Benefits to Employers

  • Reduces premium overtime costs.
  • Potentially eliminates temporary recruitment costs.
  • Promotes skilled (non-temporary) workforce who are prepared for peak periods.
  • Attracts talent due to the appeal of flexible hours.
  • Flexible hours foster greater employee retention.
  • Managers can mix and match flexible and non-flexible staff to meet employee rostering needs.
  • Predictable labour rostering improves cost control.
  • Committed staff see improved productivity, efficiency and customer service.

This win-win flexible arrangement allows retail employees to exert more control over their rosters from week to week and quarter to quarter, preventing fatigue and frustration during extremely busy crunch times. Meanwhile, retailers can strategically leverage their skilled permanent staff when service quality matters most during peak customer demand. Customers benefit from interacting with happy workers invested in the business long-term, rather than stressed and disjointed temporary help.

How Does WorkForce Software help?

The WorkForce Software Suite offers sophisticated rostering technology, which is key to enabling successful annualised hours programs in retail. Advanced forecasting tools can help predict labour needs weeks or months in advance, allowing employees to profile their weekly hours can be profiled in advance so that employees have a good indication of how many hours they are likely to be rostered across the year. Likewise, retail managers can thoughtfully plan and balance employee hours over the long run. Roster optimiser ensures labour demand is met at the lowest cost each week whilst staying true to annualised hours contracts. And self-service options let employees easily indicate their own availability preferences within the parameters of their flexible rosters.

Communication, transparency and change management are essential to getting employees on board with an annualised hours approach. Workers need to understand the model and feel in control. Start small with a pilot group and get feedback. Make sure managers are trained to leverage flexibility whilst upholding work-life balance. Emphasise that productivity and great customer service remain priorities regardless of weekly hours worked.

In addition to smoothing out labour expenses, annualised hour programs can boost retention in the retail industry. Desirable flexible rosters attract talent interested in balancing personal and professional needs whilst avoiding excessive overtime fatigue.

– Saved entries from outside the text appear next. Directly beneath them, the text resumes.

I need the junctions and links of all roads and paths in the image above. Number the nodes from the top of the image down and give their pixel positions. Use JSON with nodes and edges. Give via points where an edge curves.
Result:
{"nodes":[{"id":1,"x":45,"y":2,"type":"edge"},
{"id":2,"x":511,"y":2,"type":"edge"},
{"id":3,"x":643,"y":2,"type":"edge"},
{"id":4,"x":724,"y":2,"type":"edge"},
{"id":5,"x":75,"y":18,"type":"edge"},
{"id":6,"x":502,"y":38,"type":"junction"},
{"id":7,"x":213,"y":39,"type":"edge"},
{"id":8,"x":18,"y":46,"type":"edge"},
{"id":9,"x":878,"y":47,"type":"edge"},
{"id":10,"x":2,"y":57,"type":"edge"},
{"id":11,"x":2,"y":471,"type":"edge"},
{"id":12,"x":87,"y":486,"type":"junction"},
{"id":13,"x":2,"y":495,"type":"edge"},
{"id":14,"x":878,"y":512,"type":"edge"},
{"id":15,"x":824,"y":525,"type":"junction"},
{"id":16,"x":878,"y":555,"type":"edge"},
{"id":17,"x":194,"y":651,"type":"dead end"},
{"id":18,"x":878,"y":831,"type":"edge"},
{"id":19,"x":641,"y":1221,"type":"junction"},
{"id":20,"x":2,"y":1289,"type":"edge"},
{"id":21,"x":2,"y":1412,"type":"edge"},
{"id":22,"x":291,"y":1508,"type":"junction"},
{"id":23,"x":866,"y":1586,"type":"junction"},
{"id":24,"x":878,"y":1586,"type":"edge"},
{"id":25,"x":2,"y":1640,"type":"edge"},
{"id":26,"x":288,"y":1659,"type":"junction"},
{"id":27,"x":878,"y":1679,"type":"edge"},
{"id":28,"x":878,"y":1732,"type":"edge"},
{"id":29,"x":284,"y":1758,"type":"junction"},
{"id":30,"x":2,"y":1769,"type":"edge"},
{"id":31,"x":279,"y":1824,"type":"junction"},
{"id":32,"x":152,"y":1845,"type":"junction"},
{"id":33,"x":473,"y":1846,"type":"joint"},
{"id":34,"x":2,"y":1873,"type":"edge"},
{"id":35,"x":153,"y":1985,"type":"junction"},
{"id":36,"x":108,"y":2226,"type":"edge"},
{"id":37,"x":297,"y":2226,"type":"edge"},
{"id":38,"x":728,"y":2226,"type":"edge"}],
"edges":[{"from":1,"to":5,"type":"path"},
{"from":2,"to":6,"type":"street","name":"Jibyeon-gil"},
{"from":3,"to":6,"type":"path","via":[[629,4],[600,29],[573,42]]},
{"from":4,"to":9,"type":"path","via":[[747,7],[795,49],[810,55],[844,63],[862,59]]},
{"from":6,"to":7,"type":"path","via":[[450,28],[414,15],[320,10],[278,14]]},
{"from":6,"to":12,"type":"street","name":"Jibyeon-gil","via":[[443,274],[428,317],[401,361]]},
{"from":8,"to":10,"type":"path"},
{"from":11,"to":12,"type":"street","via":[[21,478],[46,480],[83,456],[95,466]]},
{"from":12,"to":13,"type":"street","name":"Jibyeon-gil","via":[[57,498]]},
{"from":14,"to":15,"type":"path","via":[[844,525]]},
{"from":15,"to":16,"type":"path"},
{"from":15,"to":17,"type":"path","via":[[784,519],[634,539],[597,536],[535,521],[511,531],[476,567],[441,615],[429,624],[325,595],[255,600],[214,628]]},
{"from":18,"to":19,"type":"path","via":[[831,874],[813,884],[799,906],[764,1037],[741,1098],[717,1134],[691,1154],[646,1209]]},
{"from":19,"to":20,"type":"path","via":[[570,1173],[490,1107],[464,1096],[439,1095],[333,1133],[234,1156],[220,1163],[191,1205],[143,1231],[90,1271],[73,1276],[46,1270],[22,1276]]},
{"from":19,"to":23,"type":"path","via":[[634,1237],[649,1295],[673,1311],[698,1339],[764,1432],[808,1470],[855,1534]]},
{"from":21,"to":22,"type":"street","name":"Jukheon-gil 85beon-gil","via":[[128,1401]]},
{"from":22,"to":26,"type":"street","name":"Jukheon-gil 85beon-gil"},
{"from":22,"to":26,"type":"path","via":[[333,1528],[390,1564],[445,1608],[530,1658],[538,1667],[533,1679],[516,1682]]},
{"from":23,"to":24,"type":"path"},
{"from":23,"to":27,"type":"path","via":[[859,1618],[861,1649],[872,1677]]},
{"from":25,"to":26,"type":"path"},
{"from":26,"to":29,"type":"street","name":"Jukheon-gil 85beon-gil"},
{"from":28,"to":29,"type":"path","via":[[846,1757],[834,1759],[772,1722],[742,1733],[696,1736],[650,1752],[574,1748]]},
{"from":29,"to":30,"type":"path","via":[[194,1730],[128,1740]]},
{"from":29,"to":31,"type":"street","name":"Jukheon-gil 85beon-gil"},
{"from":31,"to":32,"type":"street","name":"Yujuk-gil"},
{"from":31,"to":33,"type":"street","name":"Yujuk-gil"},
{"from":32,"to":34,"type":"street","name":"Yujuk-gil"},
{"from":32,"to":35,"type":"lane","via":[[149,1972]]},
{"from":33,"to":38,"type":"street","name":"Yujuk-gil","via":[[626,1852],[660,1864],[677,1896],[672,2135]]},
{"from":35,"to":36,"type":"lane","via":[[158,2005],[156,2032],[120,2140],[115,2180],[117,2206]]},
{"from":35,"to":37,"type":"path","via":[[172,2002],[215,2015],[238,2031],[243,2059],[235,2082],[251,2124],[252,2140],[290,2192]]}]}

Birkman’s recent survey indicated Gen Z and millennial employees especially value flexibility and work-life balance when evaluating job opportunities. Providing flexible annualised hours options empowers employees to accommodate other priorities or pursuits outside of work.

What are the challenges/penalties of doing nothing?

Failing to implement annualised hours schemes comes with significant risks. Unforeseen labour costs from failing to accurately budget for peak season staffing needs can leave businesses understaffed. This results in a drop in the quality of customer service and standards in retail/hospitality establishments during the most critical high-demand periods. Furthermore, excessive unplanned overtime needed to cover understaffing during peak times leads to increased employee frustration and turnover. The penalties of maintaining inflexible, status quo staffing models make a compelling case for evaluating annualised hours as a clever workforce strategy.

With the right flexible work model and optimised rostering technology, retailers can conquer the peaks and valleys inherent in customer demand cycles. Existing employees stay more engaged across the full year, rather than tuning out during slower periods. Customers enjoy service from happy workers with institutional knowledge, not stopgap seasonal hires. When leveraged strategically, flexibility is the future of retail.